O que de pior pode acontecer com uma mulher que tem endometriose grave?
— Obstrução de ureter, com o risco de perder os rins, e obstrução de intestino. Mas o mais comum são anos de baixa qualidade de vida. O problema é que são poucos os centros que fazem o tratamento. Na Unifesp, por exemplo, a espera é de cinco a seis anos para uma paciente ser operada.
Como se decide se é preciso operar?
— É preciso não responder ao tratamento medicamentoso, e aí não sou eu quem decide a cirurgia, mas, sim, a paciente, que se cansa da dor. Se você perguntar para mim qual a cirurgia ideal da endometriose, a resposta é tirar o útero, o ovário e a doença. Só que eu não devo fazer isso. A expectativa da mulher hoje é de mais de 80 anos, então as consequências de tirar o ovário de uma jovem de 35 ou 40 anos são 40 anos de menopausa. Se eu tiro o útero dela, a vida dela continua igual, e eu só acabo com a possibilidade de gravidez. Se eu tirar o ovário, não, porque a consequência da falta hormonal é muito maior. O ovário estimula o endométrio, mas ele não é a causa da endometriose, e sim o que alimenta a doença.
Operar cura a doença?
— Não. Toda vez que eu vou operar uma mulher, ela me pergunta no final da consulta se a doença pode voltar. E sempre pode. Temos uma média de 30% de recidivas em cinco anos.
Toda mulher com endometriose terá dificuldade para engravidar?
— Não.
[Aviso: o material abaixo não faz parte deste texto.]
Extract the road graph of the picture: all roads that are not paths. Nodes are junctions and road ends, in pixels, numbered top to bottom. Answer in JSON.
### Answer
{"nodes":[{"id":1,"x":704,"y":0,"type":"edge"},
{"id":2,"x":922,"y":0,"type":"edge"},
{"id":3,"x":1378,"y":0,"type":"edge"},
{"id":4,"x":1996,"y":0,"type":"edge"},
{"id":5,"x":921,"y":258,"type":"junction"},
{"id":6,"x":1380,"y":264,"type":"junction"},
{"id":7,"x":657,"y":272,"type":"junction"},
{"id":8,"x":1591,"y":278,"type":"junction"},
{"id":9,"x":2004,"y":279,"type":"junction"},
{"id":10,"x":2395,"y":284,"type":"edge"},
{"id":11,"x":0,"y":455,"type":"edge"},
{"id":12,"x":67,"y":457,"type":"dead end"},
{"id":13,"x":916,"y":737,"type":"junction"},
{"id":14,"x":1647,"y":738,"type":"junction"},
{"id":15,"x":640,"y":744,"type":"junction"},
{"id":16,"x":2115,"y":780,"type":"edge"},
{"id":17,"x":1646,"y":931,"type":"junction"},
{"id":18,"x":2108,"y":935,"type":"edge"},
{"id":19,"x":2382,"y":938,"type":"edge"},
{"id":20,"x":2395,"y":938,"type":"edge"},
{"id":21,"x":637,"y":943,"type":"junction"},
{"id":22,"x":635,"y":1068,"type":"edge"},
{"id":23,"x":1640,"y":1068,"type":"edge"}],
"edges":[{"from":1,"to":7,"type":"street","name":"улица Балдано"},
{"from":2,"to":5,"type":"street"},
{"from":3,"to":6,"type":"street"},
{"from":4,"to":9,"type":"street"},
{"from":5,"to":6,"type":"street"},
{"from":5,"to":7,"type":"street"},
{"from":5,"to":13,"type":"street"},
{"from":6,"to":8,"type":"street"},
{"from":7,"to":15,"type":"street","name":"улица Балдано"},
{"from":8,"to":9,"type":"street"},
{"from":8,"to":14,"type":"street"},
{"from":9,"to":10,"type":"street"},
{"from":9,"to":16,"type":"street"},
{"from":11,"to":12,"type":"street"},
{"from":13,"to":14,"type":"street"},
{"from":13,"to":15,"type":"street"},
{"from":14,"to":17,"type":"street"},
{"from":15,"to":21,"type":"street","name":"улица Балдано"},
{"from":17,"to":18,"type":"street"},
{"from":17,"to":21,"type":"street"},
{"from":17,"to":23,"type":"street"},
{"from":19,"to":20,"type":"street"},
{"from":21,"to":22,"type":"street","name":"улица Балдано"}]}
Geralmente isso acontece, mas algumas engravidam sem problemas, mesmo com a doença. É óbvio que, quanto mais doença tiver, mais dificuldade vai ter.
O que precisa acontecer para mudar o panorama das pacientes de endometriose no Brasil?
— Primeiro, uma maior conscientização dos médicos. A Sociedade Brasileira de Endometriose está saindo país afora para dar o primeiro passo, que é alertar sobre a doença. Também queremos instrumentalizar os médicos a fazer o diagnóstico correto e a tratar direito a doença. Temos o Clube da Endometriose, uma reunião transmitida pelo Facebook, onde a diretoria responde perguntas, e, com o apoio da indústria, fazemos as Endotrips, que são cirurgias de endometriose avançada em São Paulo e transmitidas para outra cidade, com alguém da diretoria comentando para os médicos. A sociedade não cobra anuidade, então a única fonte de renda que temos são os eventos.